Entries provided:
◆ ◆ ◆ ◆
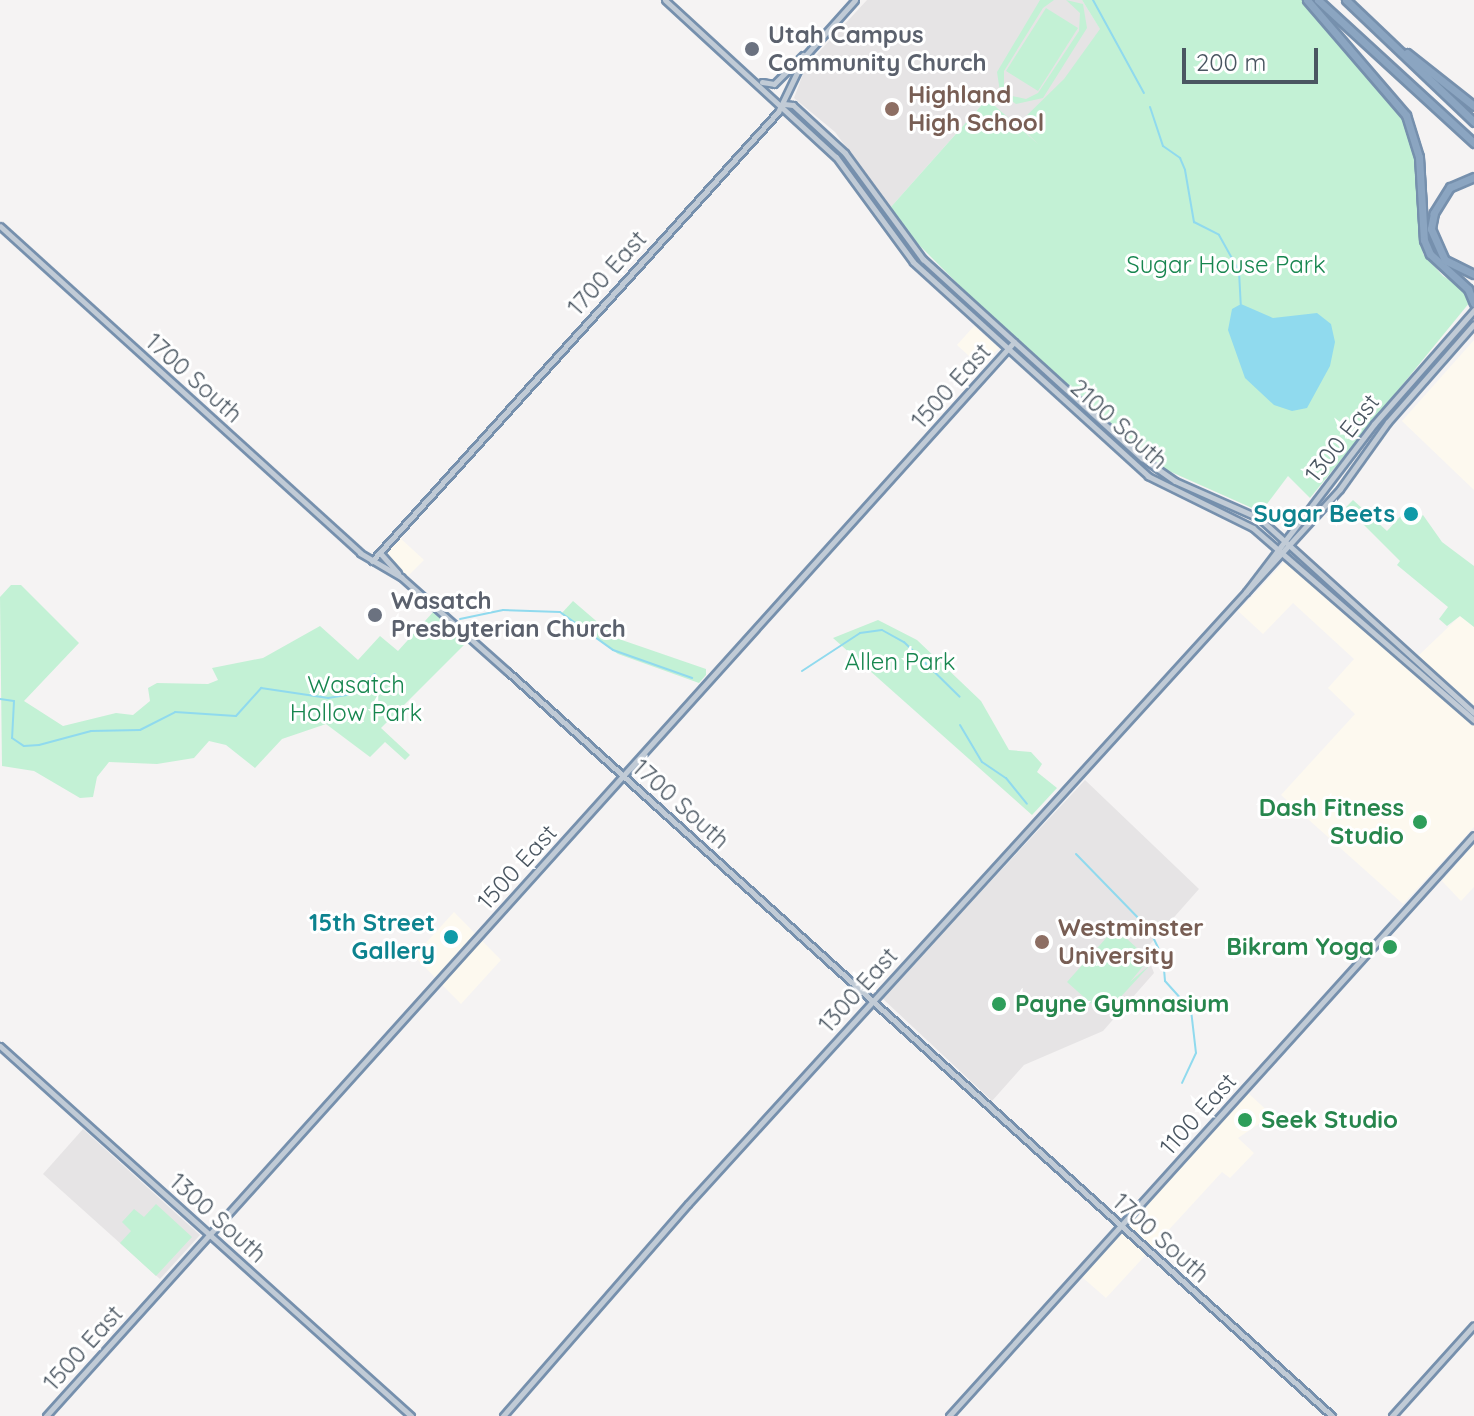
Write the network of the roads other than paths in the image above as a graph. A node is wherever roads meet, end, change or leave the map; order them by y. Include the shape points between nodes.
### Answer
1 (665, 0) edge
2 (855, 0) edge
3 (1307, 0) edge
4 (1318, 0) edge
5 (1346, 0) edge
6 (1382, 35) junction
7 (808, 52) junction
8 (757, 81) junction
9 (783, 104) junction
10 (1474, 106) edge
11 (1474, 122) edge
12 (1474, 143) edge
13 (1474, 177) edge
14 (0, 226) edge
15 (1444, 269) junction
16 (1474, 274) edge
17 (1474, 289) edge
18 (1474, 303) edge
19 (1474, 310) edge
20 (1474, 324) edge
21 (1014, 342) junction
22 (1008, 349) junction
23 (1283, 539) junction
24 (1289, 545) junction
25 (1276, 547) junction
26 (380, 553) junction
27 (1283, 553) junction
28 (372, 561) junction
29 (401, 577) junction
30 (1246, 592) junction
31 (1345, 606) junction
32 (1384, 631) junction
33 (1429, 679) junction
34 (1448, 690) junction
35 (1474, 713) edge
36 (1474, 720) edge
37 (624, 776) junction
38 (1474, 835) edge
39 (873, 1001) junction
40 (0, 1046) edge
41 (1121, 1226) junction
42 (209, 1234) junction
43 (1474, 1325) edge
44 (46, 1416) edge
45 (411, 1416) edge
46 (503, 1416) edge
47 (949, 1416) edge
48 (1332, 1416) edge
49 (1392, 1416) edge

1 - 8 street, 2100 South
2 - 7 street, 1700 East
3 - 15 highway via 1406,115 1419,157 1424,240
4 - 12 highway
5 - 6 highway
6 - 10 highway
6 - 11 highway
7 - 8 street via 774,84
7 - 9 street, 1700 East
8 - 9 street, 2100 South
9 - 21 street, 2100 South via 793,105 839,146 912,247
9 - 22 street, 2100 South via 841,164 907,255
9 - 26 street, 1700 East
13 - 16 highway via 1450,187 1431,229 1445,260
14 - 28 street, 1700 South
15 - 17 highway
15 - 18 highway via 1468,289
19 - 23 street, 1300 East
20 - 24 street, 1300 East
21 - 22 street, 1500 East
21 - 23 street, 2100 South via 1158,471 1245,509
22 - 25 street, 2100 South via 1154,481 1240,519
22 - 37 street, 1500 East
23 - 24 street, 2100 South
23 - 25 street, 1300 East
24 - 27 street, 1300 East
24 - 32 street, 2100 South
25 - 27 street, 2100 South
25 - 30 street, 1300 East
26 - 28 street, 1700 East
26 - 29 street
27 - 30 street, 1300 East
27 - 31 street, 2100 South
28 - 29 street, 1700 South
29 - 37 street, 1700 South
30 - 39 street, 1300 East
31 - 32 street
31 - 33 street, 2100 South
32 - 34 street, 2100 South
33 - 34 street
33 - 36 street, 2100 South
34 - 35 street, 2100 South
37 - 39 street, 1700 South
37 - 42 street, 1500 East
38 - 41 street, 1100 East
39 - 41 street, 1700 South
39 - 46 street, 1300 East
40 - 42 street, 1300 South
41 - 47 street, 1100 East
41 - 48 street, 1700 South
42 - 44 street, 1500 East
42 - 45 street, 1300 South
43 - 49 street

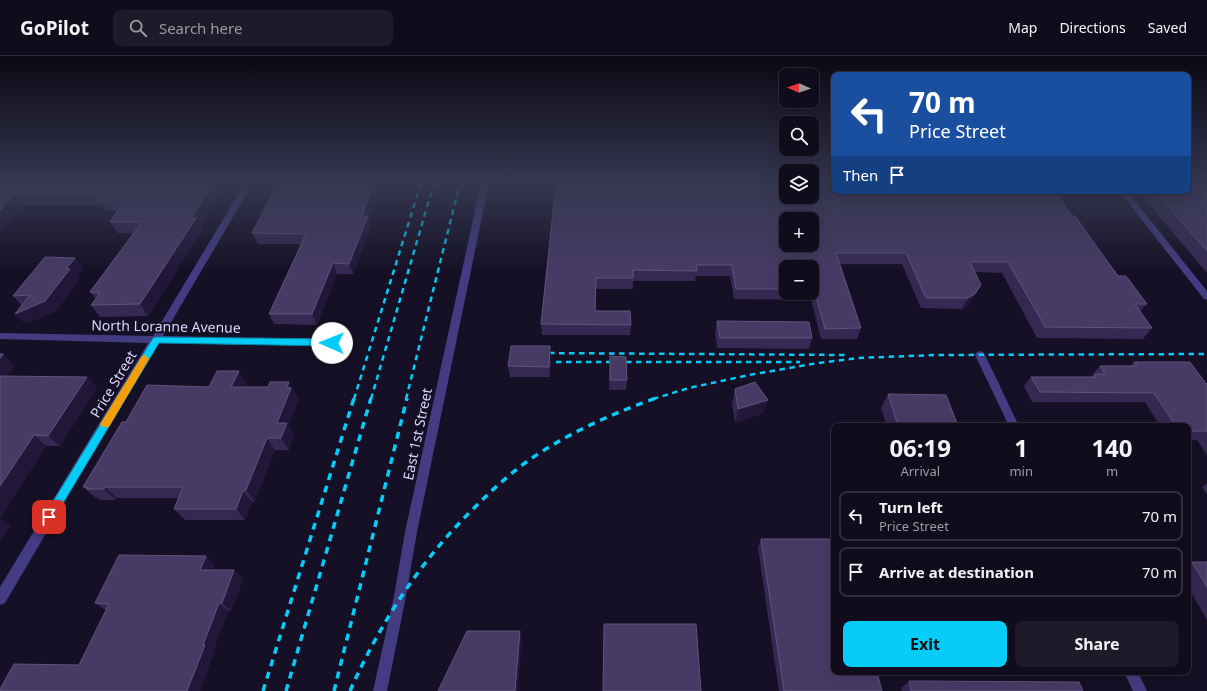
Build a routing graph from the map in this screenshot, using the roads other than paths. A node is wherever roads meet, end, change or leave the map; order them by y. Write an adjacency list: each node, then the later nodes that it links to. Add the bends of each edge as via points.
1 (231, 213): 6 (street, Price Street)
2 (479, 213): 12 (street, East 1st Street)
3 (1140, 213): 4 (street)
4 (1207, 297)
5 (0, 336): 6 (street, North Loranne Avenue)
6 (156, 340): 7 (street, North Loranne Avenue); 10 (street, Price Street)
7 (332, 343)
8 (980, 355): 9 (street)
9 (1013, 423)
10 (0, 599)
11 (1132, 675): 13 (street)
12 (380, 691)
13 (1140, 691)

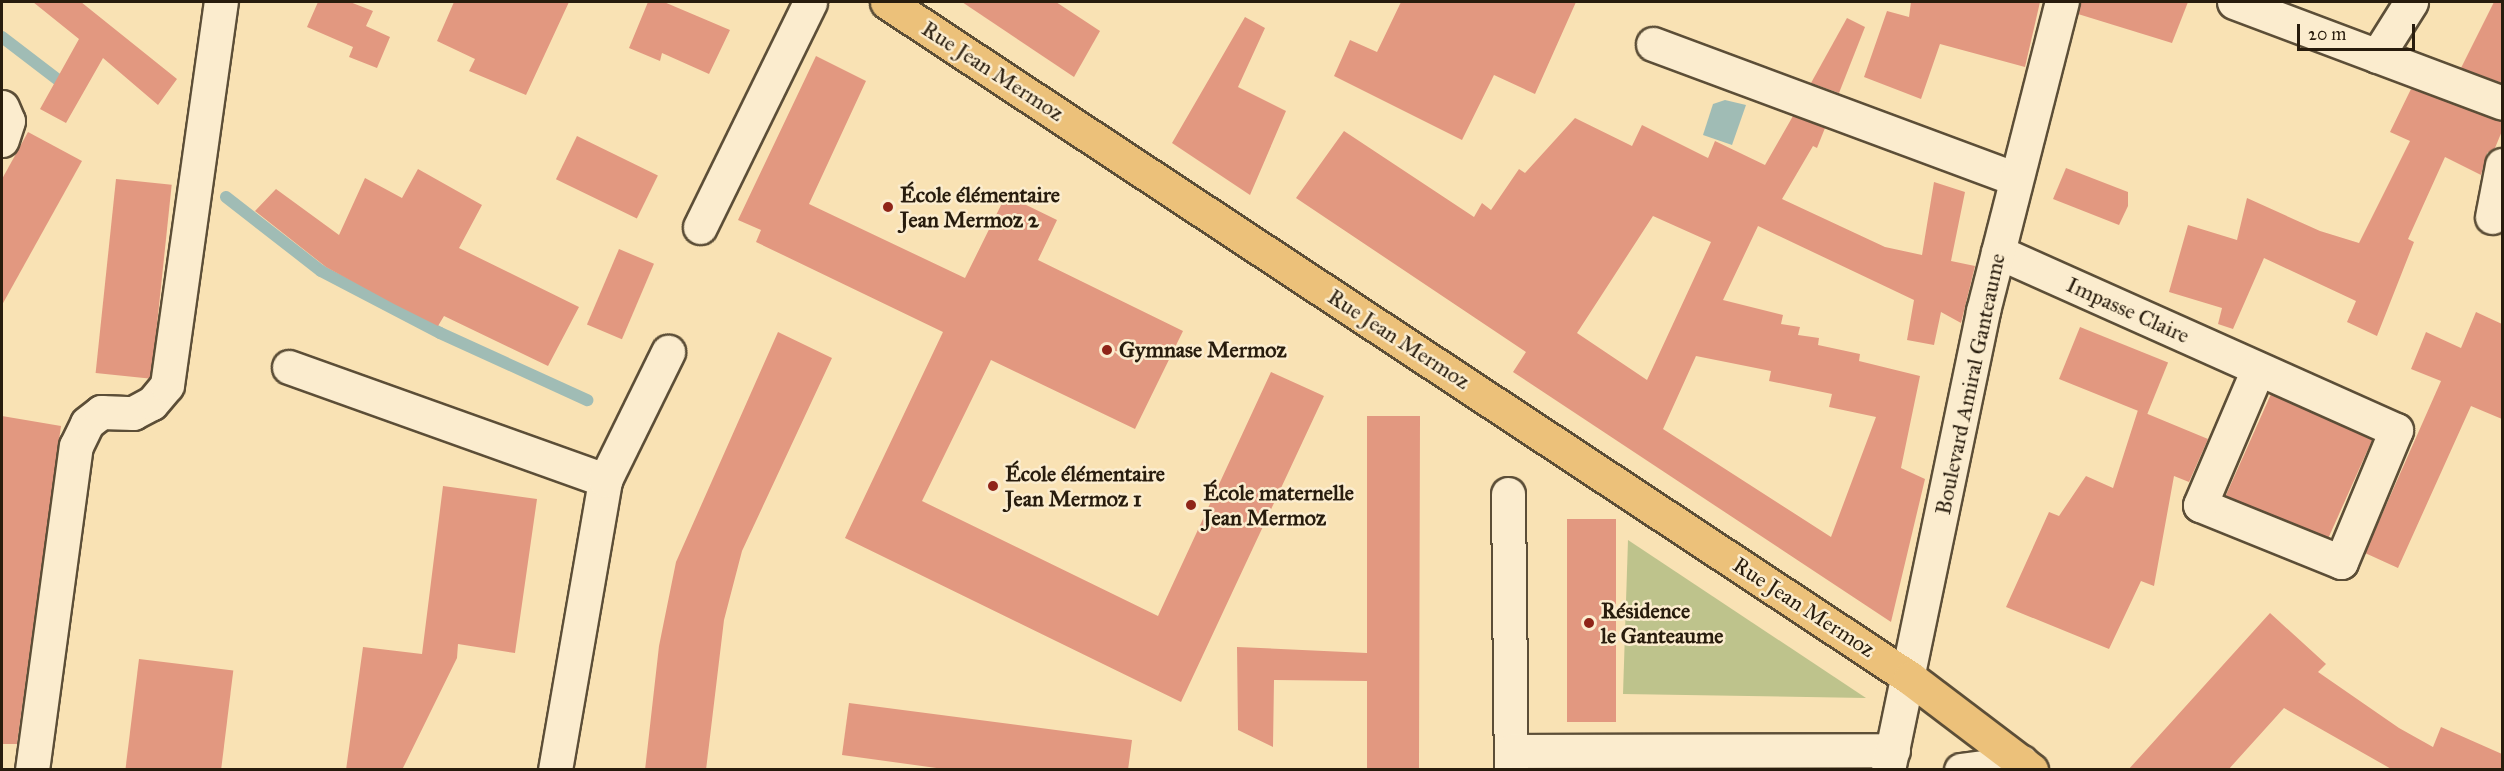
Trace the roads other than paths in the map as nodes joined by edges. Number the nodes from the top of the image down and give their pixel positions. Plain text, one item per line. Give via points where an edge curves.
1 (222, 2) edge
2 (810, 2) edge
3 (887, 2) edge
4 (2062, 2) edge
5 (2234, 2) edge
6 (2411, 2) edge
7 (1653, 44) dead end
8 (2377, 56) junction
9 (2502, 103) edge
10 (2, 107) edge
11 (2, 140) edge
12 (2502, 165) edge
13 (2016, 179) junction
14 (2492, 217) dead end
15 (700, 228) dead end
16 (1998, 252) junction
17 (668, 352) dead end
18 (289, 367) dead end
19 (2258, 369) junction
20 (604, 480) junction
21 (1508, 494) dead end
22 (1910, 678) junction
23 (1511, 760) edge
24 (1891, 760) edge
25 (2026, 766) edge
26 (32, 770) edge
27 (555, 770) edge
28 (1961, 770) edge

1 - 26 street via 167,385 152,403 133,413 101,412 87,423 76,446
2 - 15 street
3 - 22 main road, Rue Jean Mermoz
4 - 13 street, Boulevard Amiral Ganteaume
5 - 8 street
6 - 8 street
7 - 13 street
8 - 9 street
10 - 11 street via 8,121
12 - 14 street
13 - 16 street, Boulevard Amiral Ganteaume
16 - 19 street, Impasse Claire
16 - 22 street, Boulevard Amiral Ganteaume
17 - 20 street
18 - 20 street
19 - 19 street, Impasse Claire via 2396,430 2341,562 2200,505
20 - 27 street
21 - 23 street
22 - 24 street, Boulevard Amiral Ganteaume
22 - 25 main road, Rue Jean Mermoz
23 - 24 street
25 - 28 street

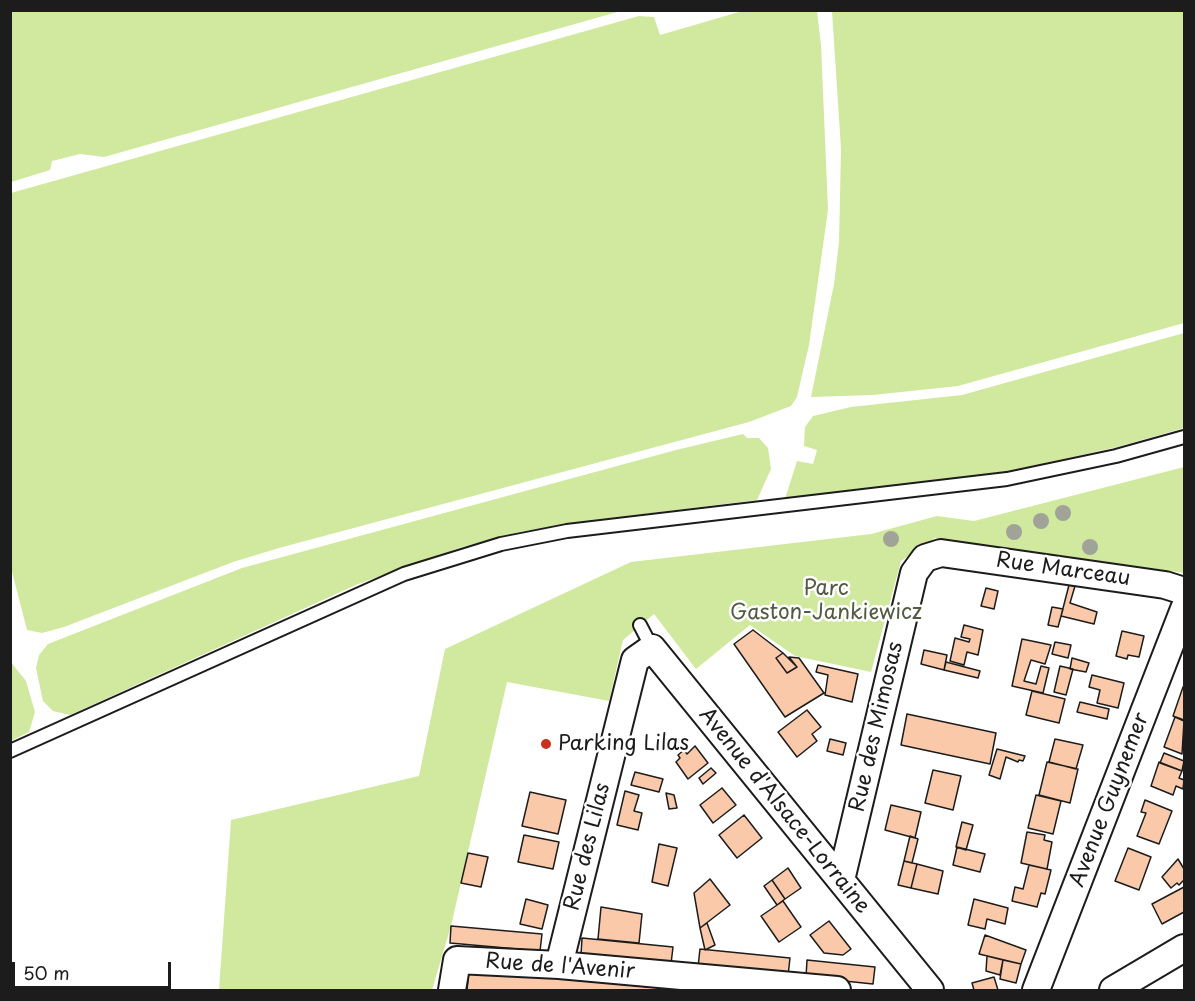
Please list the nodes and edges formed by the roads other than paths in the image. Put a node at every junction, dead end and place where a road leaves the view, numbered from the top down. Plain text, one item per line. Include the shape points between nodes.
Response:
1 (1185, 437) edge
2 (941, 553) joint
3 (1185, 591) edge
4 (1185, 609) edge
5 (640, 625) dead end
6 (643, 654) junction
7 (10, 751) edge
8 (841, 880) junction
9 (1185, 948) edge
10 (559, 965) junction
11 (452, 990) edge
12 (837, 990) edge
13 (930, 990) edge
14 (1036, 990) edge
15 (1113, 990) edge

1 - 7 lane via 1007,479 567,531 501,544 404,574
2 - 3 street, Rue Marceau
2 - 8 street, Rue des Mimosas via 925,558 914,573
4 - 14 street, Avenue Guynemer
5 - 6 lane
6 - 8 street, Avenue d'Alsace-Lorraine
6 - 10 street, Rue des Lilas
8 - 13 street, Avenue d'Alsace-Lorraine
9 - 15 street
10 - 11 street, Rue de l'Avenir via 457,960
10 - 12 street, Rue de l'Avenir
◆ ◆ ◆ ◆
What needs to be done: In the data above, the stretch from the line with "Trace the roads" through the line with "Please list the" is to be returned exactly, minus any pictures.

Task output:
Trace the roads other than paths in the map as nodes joined by edges. Number the nodes from the top of the image down and give their pixel positions. Plain text, one item per line. Give via points where an edge curves.
1 (222, 2) edge
2 (810, 2) edge
3 (887, 2) edge
4 (2062, 2) edge
5 (2234, 2) edge
6 (2411, 2) edge
7 (1653, 44) dead end
8 (2377, 56) junction
9 (2502, 103) edge
10 (2, 107) edge
11 (2, 140) edge
12 (2502, 165) edge
13 (2016, 179) junction
14 (2492, 217) dead end
15 (700, 228) dead end
16 (1998, 252) junction
17 (668, 352) dead end
18 (289, 367) dead end
19 (2258, 369) junction
20 (604, 480) junction
21 (1508, 494) dead end
22 (1910, 678) junction
23 (1511, 760) edge
24 (1891, 760) edge
25 (2026, 766) edge
26 (32, 770) edge
27 (555, 770) edge
28 (1961, 770) edge

1 - 26 street via 167,385 152,403 133,413 101,412 87,423 76,446
2 - 15 street
3 - 22 main road, Rue Jean Mermoz
4 - 13 street, Boulevard Amiral Ganteaume
5 - 8 street
6 - 8 street
7 - 13 street
8 - 9 street
10 - 11 street via 8,121
12 - 14 street
13 - 16 street, Boulevard Amiral Ganteaume
16 - 19 street, Impasse Claire
16 - 22 street, Boulevard Amiral Ganteaume
17 - 20 street
18 - 20 street
19 - 19 street, Impasse Claire via 2396,430 2341,562 2200,505
20 - 27 street
21 - 23 street
22 - 24 street, Boulevard Amiral Ganteaume
22 - 25 main road, Rue Jean Mermoz
23 - 24 street
25 - 28 street

Please list the nodes and edges formed by the roads other than paths in the image. Put a node at every junction, dead end and place where a road leaves the view, numbered from the top down. Plain text, one item per line. Include the shape points between nodes.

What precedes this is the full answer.